START Data section

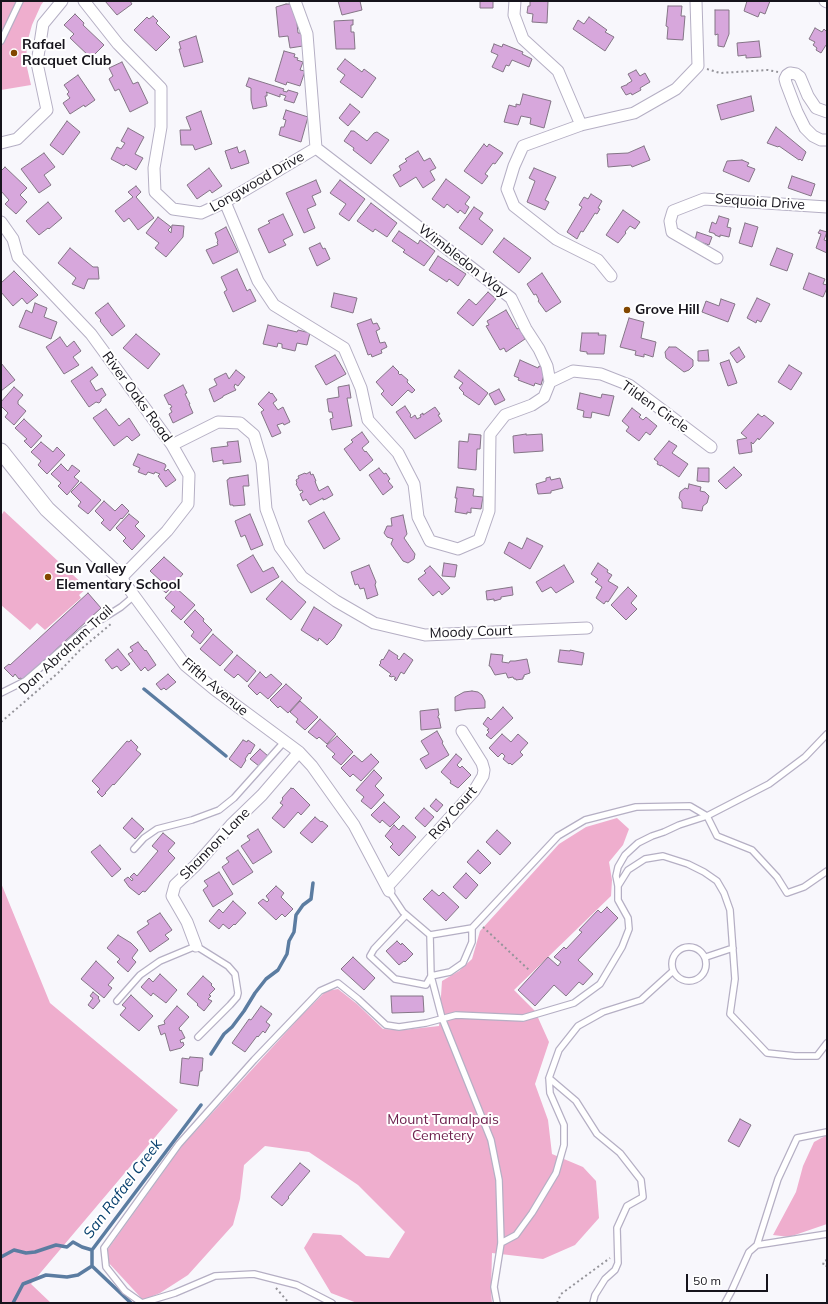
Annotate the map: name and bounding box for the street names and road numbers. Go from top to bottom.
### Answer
street label: Longwood Drive [207,148,307,216]
street label: Sequoia Drive [715,190,805,214]
street label: Wimbledon Way [415,221,511,301]
street label: River Oaks Road [98,348,176,446]
street label: Tilden Circle [618,378,692,436]
street label: Dan Abraham Trail [15,602,117,698]
street label: Moody Court [429,622,513,642]
street label: Fifth Avenue [179,654,251,720]
street label: Ray Court [425,783,481,843]
street label: Shannon Lane [177,805,253,883]

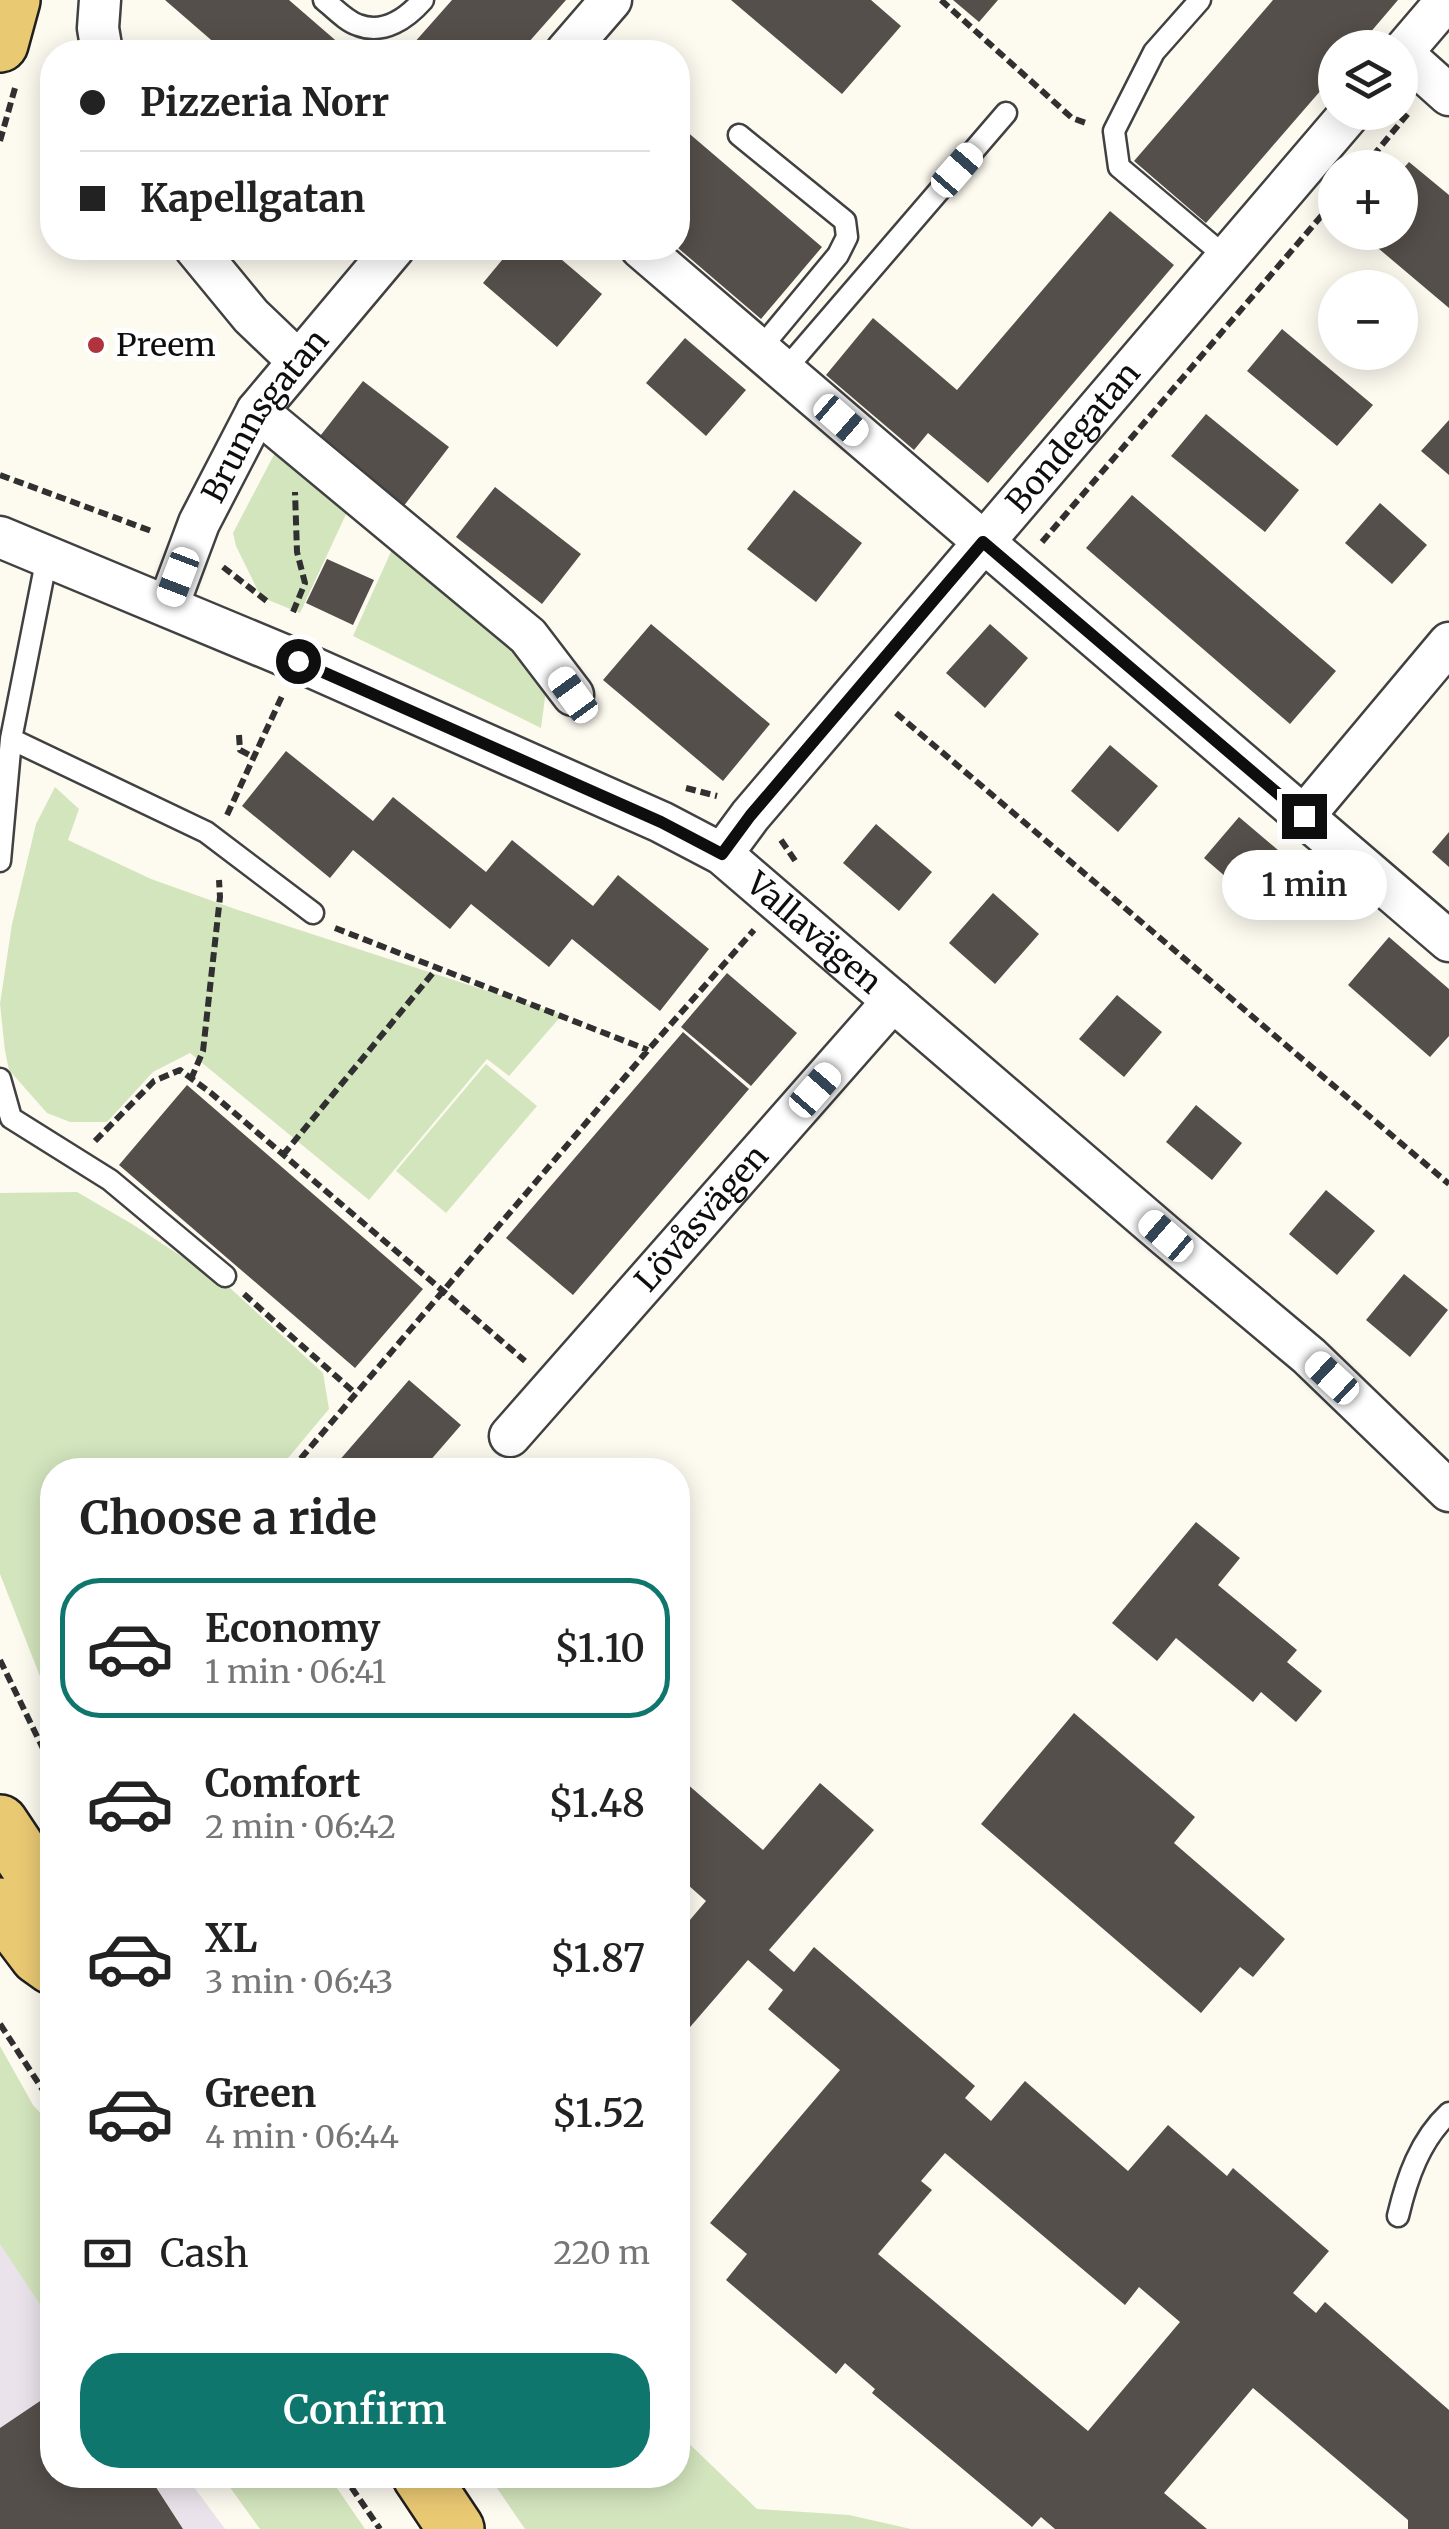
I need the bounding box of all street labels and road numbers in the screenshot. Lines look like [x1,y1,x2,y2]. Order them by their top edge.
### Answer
street label: Brunnsgatan [193,321,337,509]
street label: Bondegatan [998,354,1149,521]
street label: Vallavägen [737,863,890,1002]
street label: Lövåsvägen [627,1137,777,1300]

END Data section

> **Instructions to follow**
Your answer must be an exact copy of the records, with no pictures in it.

> **Answer box**
Annotate the map: name and bounding box for the street names and road numbers. Go from top to bottom.
### Answer
street label: Longwood Drive [207,148,307,216]
street label: Sequoia Drive [715,190,805,214]
street label: Wimbledon Way [415,221,511,301]
street label: River Oaks Road [98,348,176,446]
street label: Tilden Circle [618,378,692,436]
street label: Dan Abraham Trail [15,602,117,698]
street label: Moody Court [429,622,513,642]
street label: Fifth Avenue [179,654,251,720]
street label: Ray Court [425,783,481,843]
street label: Shannon Lane [177,805,253,883]

I need the bounding box of all street labels and road numbers in the screenshot. Lines look like [x1,y1,x2,y2]. Order them by their top edge.
### Answer
street label: Brunnsgatan [193,321,337,509]
street label: Bondegatan [998,354,1149,521]
street label: Vallavägen [737,863,890,1002]
street label: Lövåsvägen [627,1137,777,1300]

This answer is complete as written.